Problem to solve -
Repeat every record below exactly, but leave out any pictures.

[Records from a dataset]
----

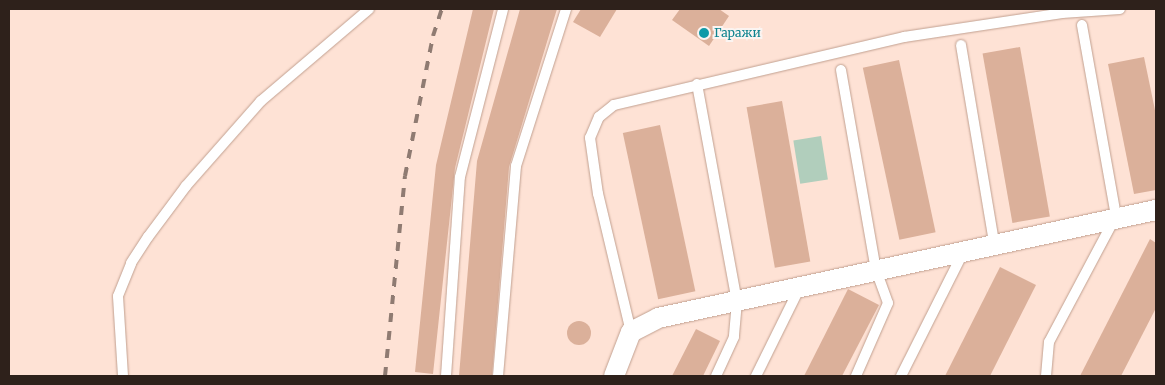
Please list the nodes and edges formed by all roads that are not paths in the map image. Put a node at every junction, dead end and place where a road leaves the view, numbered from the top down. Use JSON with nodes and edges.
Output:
{"nodes":[{"id":1,"x":370,"y":9,"type":"edge"},
{"id":2,"x":503,"y":9,"type":"edge"},
{"id":3,"x":566,"y":9,"type":"edge"},
{"id":4,"x":1120,"y":9,"type":"edge"},
{"id":5,"x":1081,"y":10,"type":"edge"},
{"id":6,"x":1082,"y":25,"type":"dead end"},
{"id":7,"x":961,"y":46,"type":"dead end"},
{"id":8,"x":842,"y":70,"type":"dead end"},
{"id":9,"x":697,"y":84,"type":"junction"},
{"id":10,"x":1156,"y":210,"type":"edge"},
{"id":11,"x":1116,"y":216,"type":"junction"},
{"id":12,"x":994,"y":243,"type":"junction"},
{"id":13,"x":964,"y":250,"type":"junction"},
{"id":14,"x":876,"y":270,"type":"junction"},
{"id":15,"x":800,"y":286,"type":"junction"},
{"id":16,"x":737,"y":301,"type":"junction"},
{"id":17,"x":631,"y":332,"type":"junction"},
{"id":18,"x":123,"y":376,"type":"edge"},
{"id":19,"x":446,"y":376,"type":"edge"},
{"id":20,"x":498,"y":376,"type":"edge"},
{"id":21,"x":614,"y":376,"type":"edge"},
{"id":22,"x":716,"y":376,"type":"edge"},
{"id":23,"x":756,"y":376,"type":"edge"},
{"id":24,"x":856,"y":376,"type":"edge"},
{"id":25,"x":900,"y":376,"type":"edge"},
{"id":26,"x":1046,"y":376,"type":"edge"}],
"edges":[{"from":1,"to":18,"type":"lane"},
{"from":2,"to":19,"type":"lane"},
{"from":3,"to":20,"type":"lane"},
{"from":4,"to":5,"type":"lane"},
{"from":5,"to":9,"type":"lane"},
{"from":6,"to":11,"type":"lane"},
{"from":7,"to":12,"type":"lane"},
{"from":8,"to":14,"type":"lane"},
{"from":9,"to":16,"type":"lane"},
{"from":9,"to":17,"type":"lane"},
{"from":10,"to":11,"type":"street"},
{"from":11,"to":12,"type":"street"},
{"from":11,"to":26,"type":"lane"},
{"from":12,"to":13,"type":"street"},
{"from":13,"to":14,"type":"street"},
{"from":13,"to":25,"type":"lane"},
{"from":14,"to":15,"type":"street"},
{"from":14,"to":24,"type":"lane"},
{"from":15,"to":16,"type":"street"},
{"from":15,"to":23,"type":"lane"},
{"from":16,"to":17,"type":"street"},
{"from":16,"to":22,"type":"lane"},
{"from":17,"to":21,"type":"street"}]}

----

Answer below -
Please list the nodes and edges formed by all roads that are not paths in the map image. Put a node at every junction, dead end and place where a road leaves the view, numbered from the top down. Use JSON with nodes and edges.
Output:
{"nodes":[{"id":1,"x":370,"y":9,"type":"edge"},
{"id":2,"x":503,"y":9,"type":"edge"},
{"id":3,"x":566,"y":9,"type":"edge"},
{"id":4,"x":1120,"y":9,"type":"edge"},
{"id":5,"x":1081,"y":10,"type":"edge"},
{"id":6,"x":1082,"y":25,"type":"dead end"},
{"id":7,"x":961,"y":46,"type":"dead end"},
{"id":8,"x":842,"y":70,"type":"dead end"},
{"id":9,"x":697,"y":84,"type":"junction"},
{"id":10,"x":1156,"y":210,"type":"edge"},
{"id":11,"x":1116,"y":216,"type":"junction"},
{"id":12,"x":994,"y":243,"type":"junction"},
{"id":13,"x":964,"y":250,"type":"junction"},
{"id":14,"x":876,"y":270,"type":"junction"},
{"id":15,"x":800,"y":286,"type":"junction"},
{"id":16,"x":737,"y":301,"type":"junction"},
{"id":17,"x":631,"y":332,"type":"junction"},
{"id":18,"x":123,"y":376,"type":"edge"},
{"id":19,"x":446,"y":376,"type":"edge"},
{"id":20,"x":498,"y":376,"type":"edge"},
{"id":21,"x":614,"y":376,"type":"edge"},
{"id":22,"x":716,"y":376,"type":"edge"},
{"id":23,"x":756,"y":376,"type":"edge"},
{"id":24,"x":856,"y":376,"type":"edge"},
{"id":25,"x":900,"y":376,"type":"edge"},
{"id":26,"x":1046,"y":376,"type":"edge"}],
"edges":[{"from":1,"to":18,"type":"lane"},
{"from":2,"to":19,"type":"lane"},
{"from":3,"to":20,"type":"lane"},
{"from":4,"to":5,"type":"lane"},
{"from":5,"to":9,"type":"lane"},
{"from":6,"to":11,"type":"lane"},
{"from":7,"to":12,"type":"lane"},
{"from":8,"to":14,"type":"lane"},
{"from":9,"to":16,"type":"lane"},
{"from":9,"to":17,"type":"lane"},
{"from":10,"to":11,"type":"street"},
{"from":11,"to":12,"type":"street"},
{"from":11,"to":26,"type":"lane"},
{"from":12,"to":13,"type":"street"},
{"from":13,"to":14,"type":"street"},
{"from":13,"to":25,"type":"lane"},
{"from":14,"to":15,"type":"street"},
{"from":14,"to":24,"type":"lane"},
{"from":15,"to":16,"type":"street"},
{"from":15,"to":23,"type":"lane"},
{"from":16,"to":17,"type":"street"},
{"from":16,"to":22,"type":"lane"},
{"from":17,"to":21,"type":"street"}]}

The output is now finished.